2020-12-28 04:07:43

by Bjorn Helgaas

[permalink] [raw]
Subject: Re: Commit 4257f7e0 ("PCI/ASPM: Save/restore L1SS Capability for suspend/resume") causing hibernate resume failures

> From: Kenneth R. Crudup <[email protected]>
>
> I've been running Linus' master branch on my laptop (Dell XPS 13
> 2-in-1). With this commit in place, after resuming from hibernate
> my machine is essentially useless, with a torrent of disk I/O errors
> on my NVMe device (at least, and possibly other devices affected)
> until a reboot.
>
> I do use tlp to set the PCIe ASPM to "performance" on AC and
> "powersupersave" on battery.

Thanks a lot for the report, and sorry for the breakage.

4257f7e008ea restores PCI_L1SS_CTL1, then PCI_L1SS_CTL2. I think it
should do those in the reverse order, since the Enable bits are in
PCI_L1SS_CTL1. It also restores L1SS state (potentially enabling
L1.x) before we restore the PCIe Capability (potentially enabling ASPM
as a whole). Those probably should also be in the other order.

If it's convenient, can you try the patch below? If the debug patch
doesn't help:

- Are you seeing the hibernate/resume problem when on AC or on
battery?

- What if you don't use tlp? Does hibernate/resume work fine then?
If tlp makes a difference, can you collect "sudo lspci -vv" output
with and without using tlp (before hibernate)?

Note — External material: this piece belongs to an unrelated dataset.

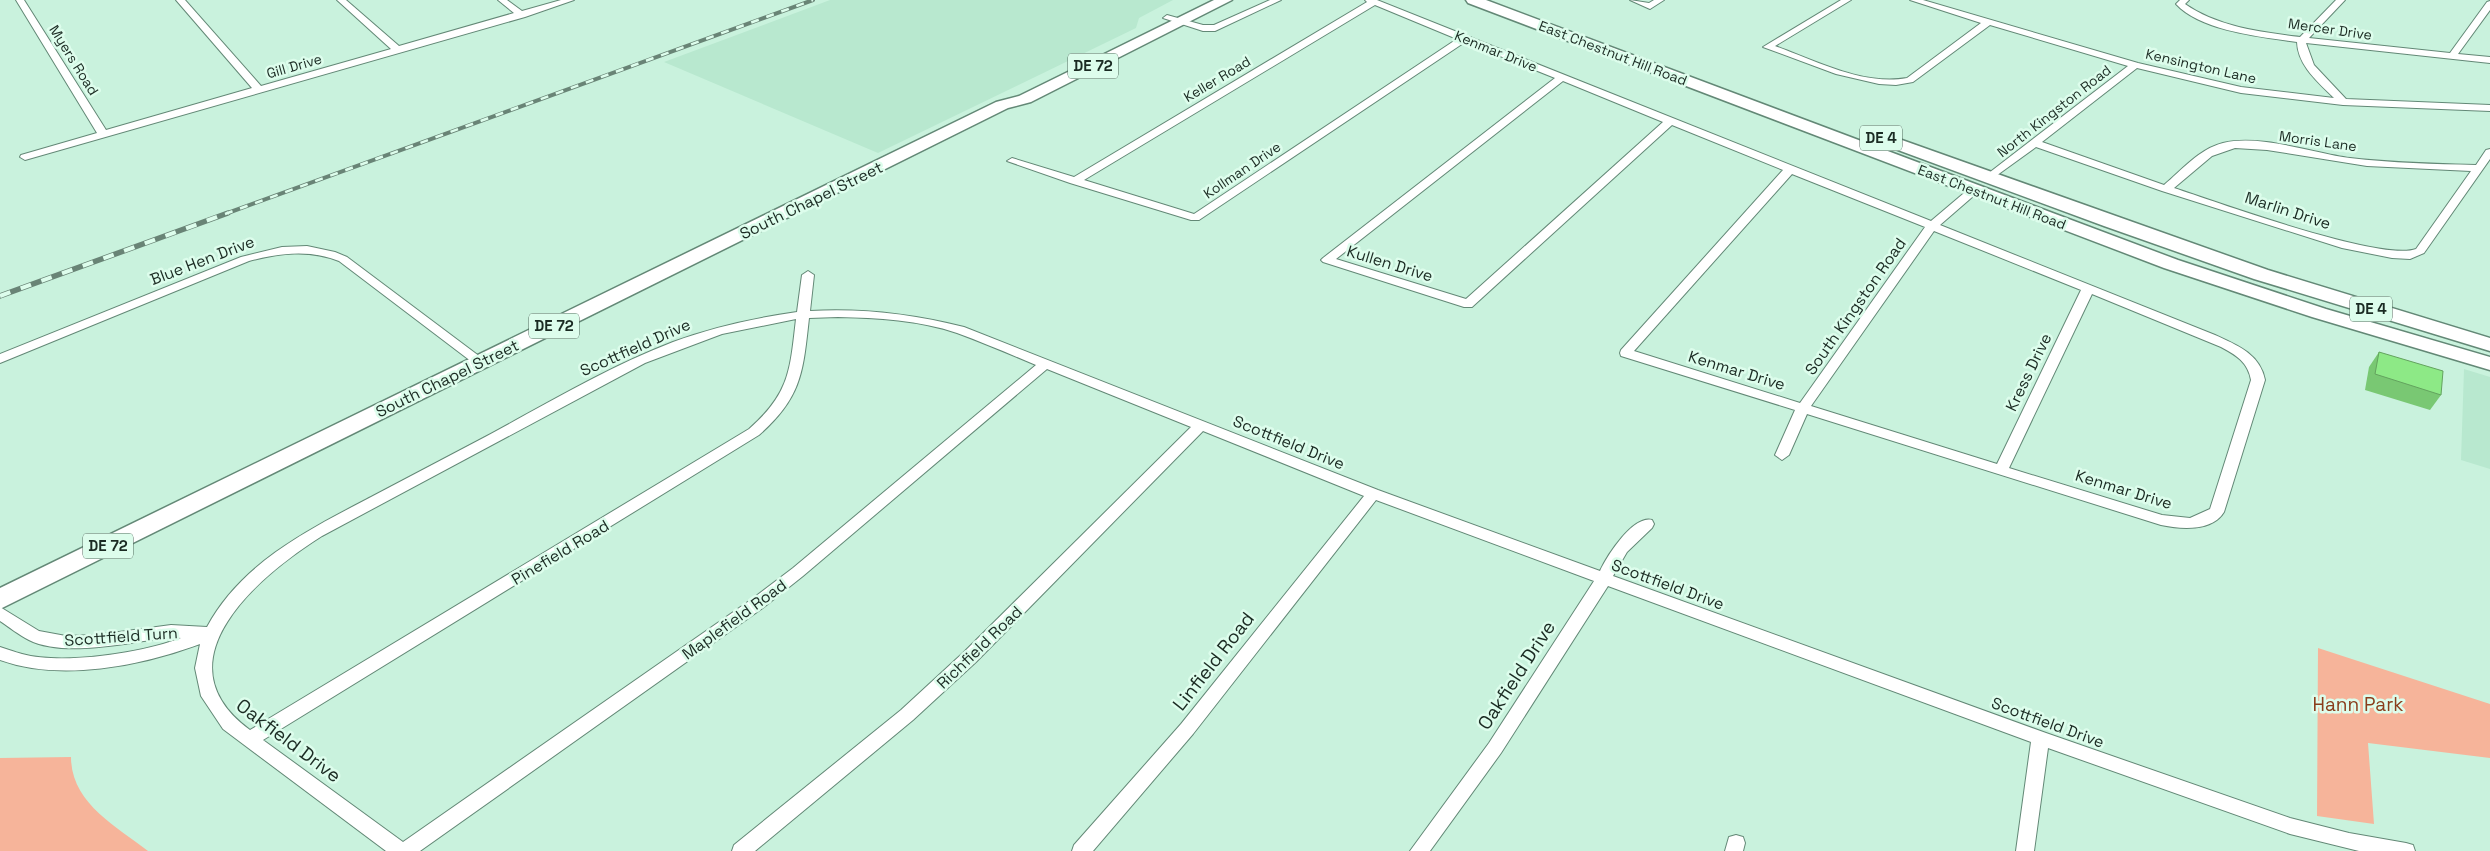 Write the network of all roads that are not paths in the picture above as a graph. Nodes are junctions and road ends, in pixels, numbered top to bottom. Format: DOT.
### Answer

- If you revert 4257f7e008ea, does hibernate/resume work fine? Both
with the tlp tweak and without?

- Collect "sudo lspci -vv" output before hibernate and (if possible)
after resume when you see the problem.

I guess tlp only uses /sys/module/pcie_aspm/parameters/policy, so it
sets the same ASPM policy system-wide.

Bjorn

diff --git a/drivers/pci/pci.c b/drivers/pci/pci.c
index b9fecc25d213..6598b5cd3154 100644
--- a/drivers/pci/pci.c
+++ b/drivers/pci/pci.c
@@ -1665,9 +1665,8 @@ void pci_restore_state(struct pci_dev *dev)
* LTR itself (in the PCIe capability).
*/
pci_restore_ltr_state(dev);
- pci_restore_aspm_l1ss_state(dev);
-
pci_restore_pcie_state(dev);
+ pci_restore_aspm_l1ss_state(dev);
pci_restore_pasid_state(dev);
pci_restore_pri_state(dev);
pci_restore_ats_state(dev);
diff --git a/drivers/pci/pcie/aspm.c b/drivers/pci/pcie/aspm.c
index a08e7d6dc248..c4a99274b4bb 100644
--- a/drivers/pci/pcie/aspm.c
+++ b/drivers/pci/pcie/aspm.c
@@ -752,8 +752,8 @@ void pci_save_aspm_l1ss_state(struct pci_dev *dev)
return;

cap = (u32 *)&save_state->cap.data[0];
- pci_read_config_dword(dev, aspm_l1ss + PCI_L1SS_CTL1, cap++);
pci_read_config_dword(dev, aspm_l1ss + PCI_L1SS_CTL2, cap++);
+ pci_read_config_dword(dev, aspm_l1ss + PCI_L1SS_CTL1, cap++);
}

void pci_restore_aspm_l1ss_state(struct pci_dev *dev)
@@ -774,8 +774,8 @@ void pci_restore_aspm_l1ss_state(struct pci_dev *dev)
return;

cap = (u32 *)&save_state->cap.data[0];
- pci_write_config_dword(dev, aspm_l1ss + PCI_L1SS_CTL1, *cap++);
pci_write_config_dword(dev, aspm_l1ss + PCI_L1SS_CTL2, *cap++);
+ pci_write_config_dword(dev, aspm_l1ss + PCI_L1SS_CTL1, *cap++);
}

static void pcie_config_aspm_dev(struct pci_dev *pdev, u32 val)


2020-12-28 05:00:33

by Kenneth Crudup

[permalink] [raw]
Subject: Re: Commit 4257f7e0 ("PCI/ASPM: Save/restore L1SS Capability for suspend/resume") causing hibernate resume failures


On Sun, 27 Dec 2020, Bjorn Helgaas wrote:

> If it's convenient, can you try the patch below?

Will do!

Also:

> - Are you seeing the hibernate/resume problem when on AC or on
> battery?

Um, I forget :) but want to say "both". I'll try both ways and let you know.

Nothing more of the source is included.